On 07/10/2020 20:09, dn via Tutor wrote:
> On 08/10/2020 07:29, Alan Gauld via Tutor wrote:
>> On 07/10/2020 19:13, nathan tech wrote:
>>> I certainly have and was going to base my code around it but was unsure
>>> if sockets could handle the passing of objects?
>>
>> sockets only care about bytes, they know nothing about data types.
>> That's up to you! You will need to choose a format to encode
>> your data in the message - JSON or YAML or XML or ASN.1 etc.
>> Then use a parser to pack/unpack the high level into and out
>> of the data stream.
>>
>> But your own suggested server was still using sockets and reading bytes.
>>
>> You had a recv(1024) call. That reads 1024 bytes. What would happen
>> if your "object" was 1500 bytes long? You'd only have part of it to 
>> process.
>
>
> One of the oldest and most popular (client-)servers on the Internet is 
> Apache's httpd. It implements the httpd protocol (yes, well...). The 
> client first sends a "header", and later a "body" payload. The header 
> 'declares' the business of the body, including its length - per 
> @Alan's comment.
>
> The early web and email servers used plain-text as their universal 
> communication medium (and very handy for debugging). In some respects 
> this can be inefficient, eg transmission volume, security. Many 
> 'modern' approaches try for a more 'binary' approach.
>
> Recommendation: design the protocol(s), ie the 'conversation' between 
> client and server, before worrying about the code (which will 
> implement same).
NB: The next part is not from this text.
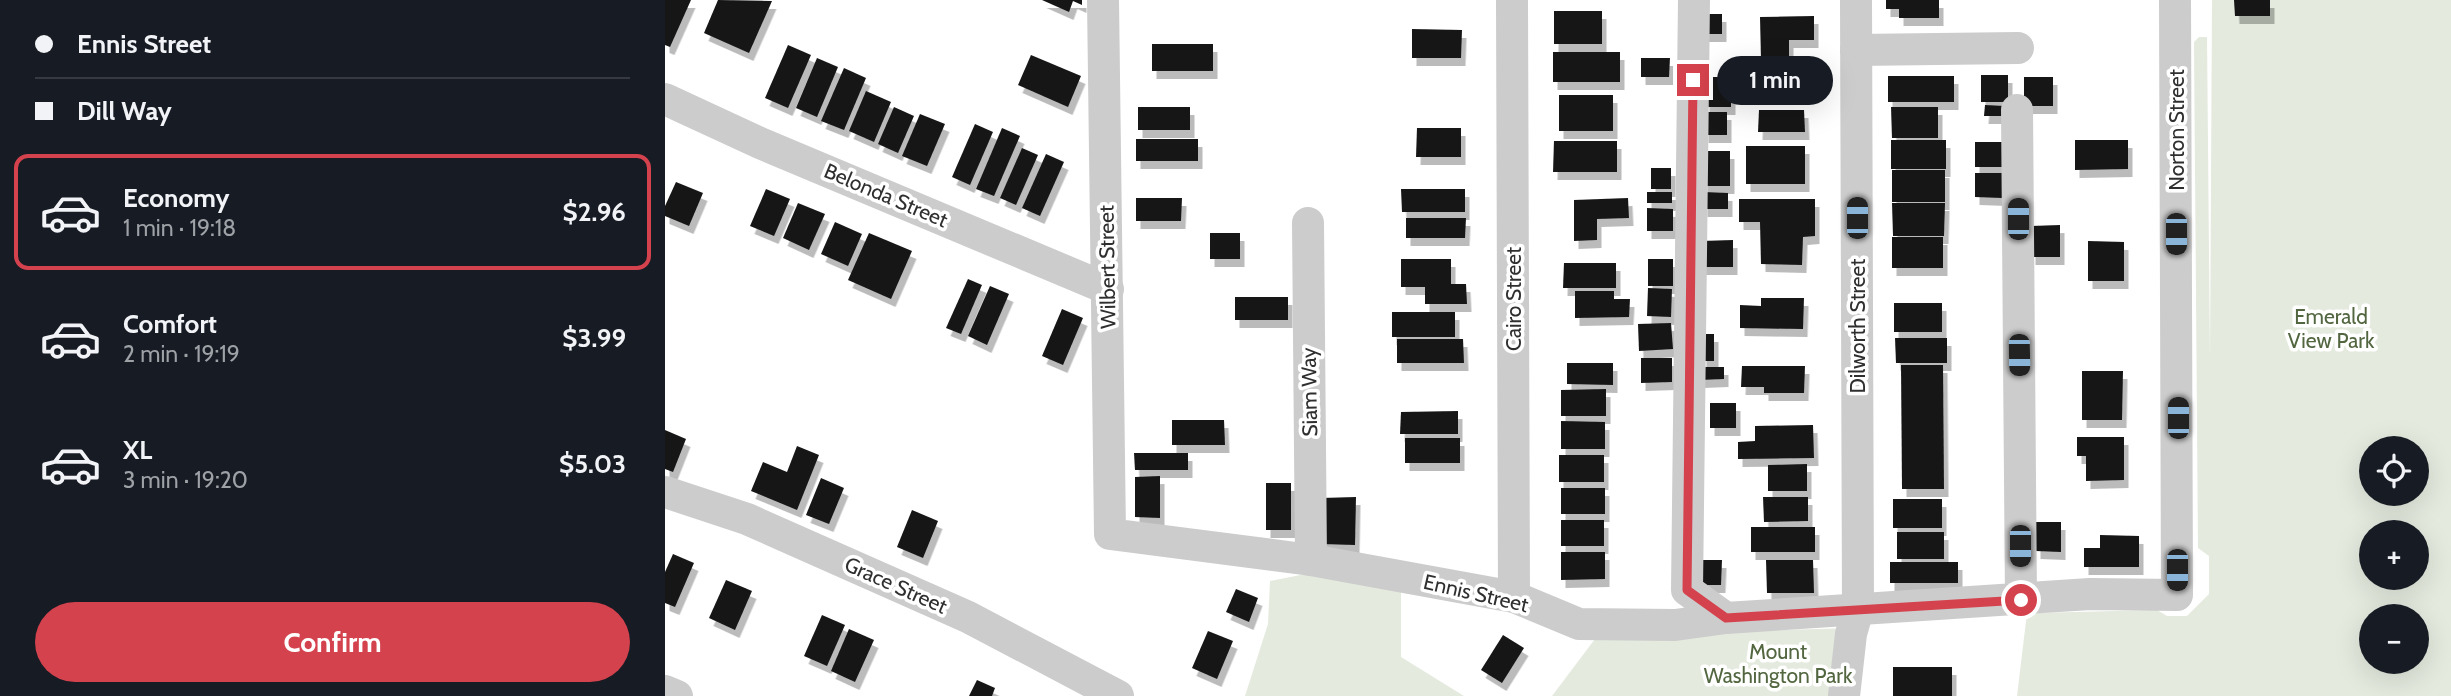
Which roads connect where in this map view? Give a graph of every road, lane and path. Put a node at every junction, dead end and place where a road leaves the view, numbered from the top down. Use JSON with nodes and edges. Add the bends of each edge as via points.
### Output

Your server, your rules! (but what are "the rules"?)
>
> The code specified (earlier) is a classic "Event Loop". These days, 
> looking-up such key-words will likely land you in the world of 
> computer-games, but the techniques as you (originally) noted, still 
> apply.
>
>
> Adding to the study/reading @Alan recommended:
> - RFCs or similar, for Internet infrastructure servers.
> - YAML, JSON, etc, file formats and processing libraries.
> - more 'modern' protocols, eg MongoDB.
> - Python3's (default) use of Unicode characters, cf bytes, ASCII 
> characters, etc.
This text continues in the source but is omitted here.